• [Task directions]: Apart from the pictures, every line below is to be set down exactly.

• [Material provided]:
##############################
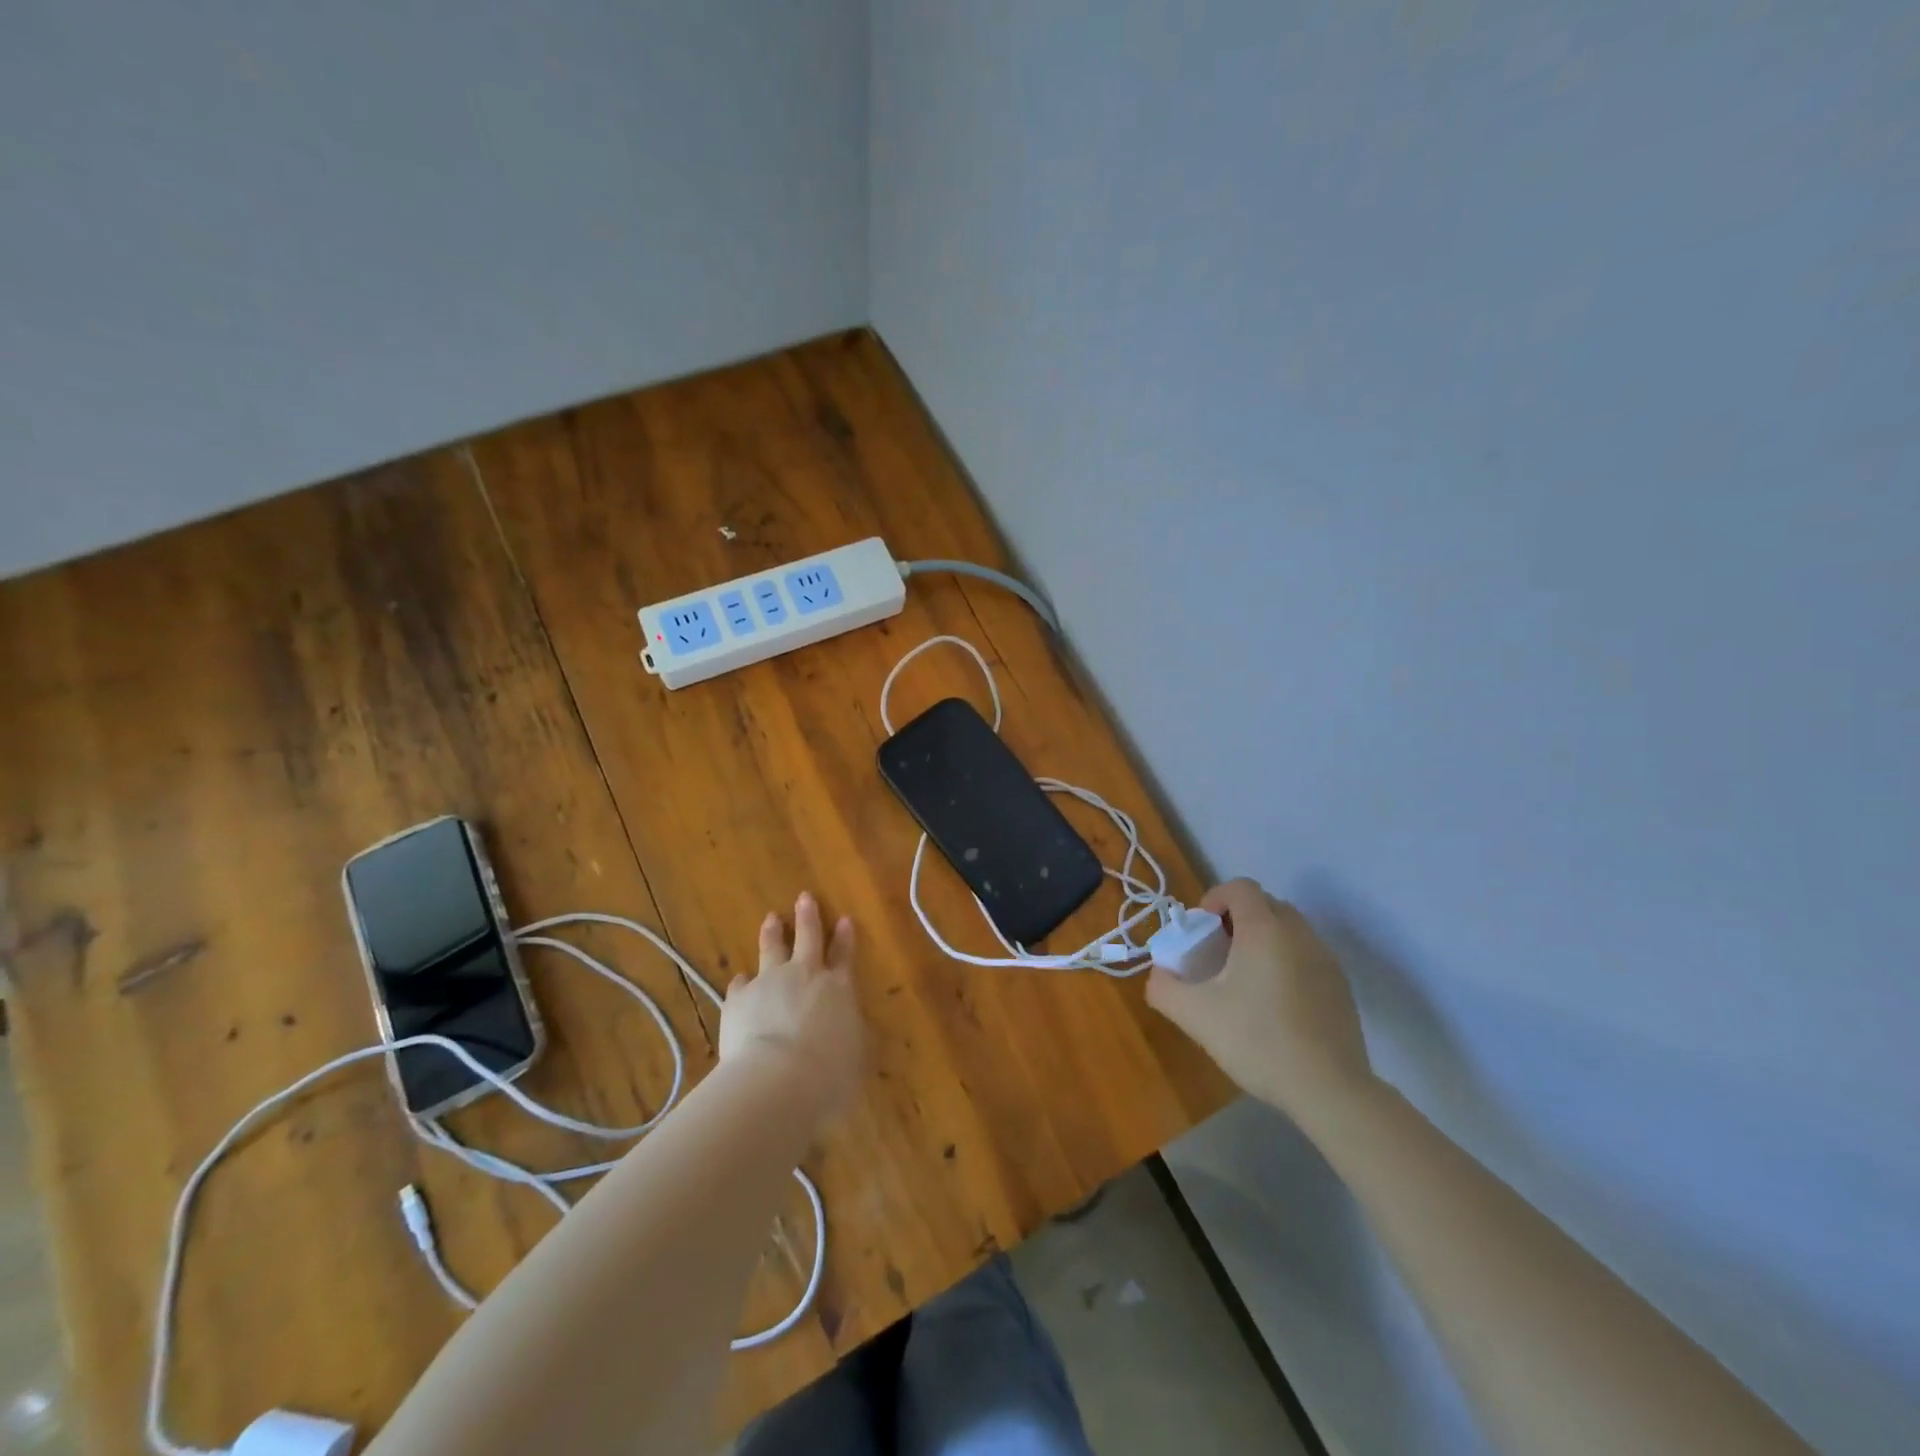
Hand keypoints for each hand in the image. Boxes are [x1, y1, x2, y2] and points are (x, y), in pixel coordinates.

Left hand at [719, 892, 865, 1122]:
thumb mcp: (856, 1058)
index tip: (844, 919)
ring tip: (770, 919)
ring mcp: (769, 982)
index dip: (845, 938)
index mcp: (838, 988)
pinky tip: (739, 981)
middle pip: (808, 938)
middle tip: (804, 897)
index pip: (844, 956)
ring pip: (772, 949)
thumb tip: (852, 1032)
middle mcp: (805, 976)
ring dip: (772, 933)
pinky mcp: (739, 999)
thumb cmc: (829, 1073)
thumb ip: (852, 1038)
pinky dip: (742, 983)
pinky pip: (741, 984)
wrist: (778, 1079)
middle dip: (808, 917)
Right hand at [1146, 879, 1372, 1128]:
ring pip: (1288, 930)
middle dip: (1237, 918)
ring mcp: (1326, 959)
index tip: (1201, 930)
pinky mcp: (1341, 987)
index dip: (1215, 898)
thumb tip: (1160, 974)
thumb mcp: (1194, 1015)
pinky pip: (1306, 955)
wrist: (1330, 1090)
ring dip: (1262, 940)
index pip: (1240, 887)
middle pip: (1265, 904)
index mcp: (1265, 930)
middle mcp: (1299, 934)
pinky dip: (1285, 962)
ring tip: (1244, 980)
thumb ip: (1164, 987)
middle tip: (1217, 953)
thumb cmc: (1258, 1040)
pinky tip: (1274, 1005)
##############################
• [Solution for this task]:
Hand keypoints for each hand in the image. Boxes are [x1, y1, x2, y2] and points are (x, y), in pixel coordinates.

Left hand at [719, 892, 865, 1122]:
thumb mcp: (856, 1058)
index tip: (844, 919)
ring tip: (770, 919)
ring mcp: (769, 982)
index dip: (845, 938)
index mcp: (838, 988)
pinky tip: (739, 981)
middle pip: (808, 938)
middle tip: (804, 897)
index pip: (844, 956)
ring pip: (772, 949)
thumb tip: (852, 1032)
middle mcp: (805, 976)
ring dip: (772, 933)
pinky mcp: (739, 999)
thumb cmc: (829, 1073)
thumb ip: (852, 1038)
pinky dip: (742, 983)
pinky pip: (741, 984)
wrist: (778, 1079)
middle dip: (808, 917)
Right hand at [1146, 879, 1372, 1128]:
ring pip: (1288, 930)
middle dip: (1237, 918)
ring mcp: (1326, 959)
index tip: (1201, 930)
pinky mcp: (1341, 987)
index dip: (1215, 898)
thumb tip: (1160, 974)
thumb mcp: (1194, 1015)
pinky pip: (1306, 955)
wrist: (1330, 1090)
ring dip: (1262, 940)
index pip: (1240, 887)
middle pip: (1265, 904)
index mcp: (1265, 930)
middle mcp: (1299, 934)
pinky dip: (1285, 962)
ring tip: (1244, 980)
thumb ip: (1164, 987)
middle tip: (1217, 953)
thumb cmc: (1258, 1040)
pinky tip: (1274, 1005)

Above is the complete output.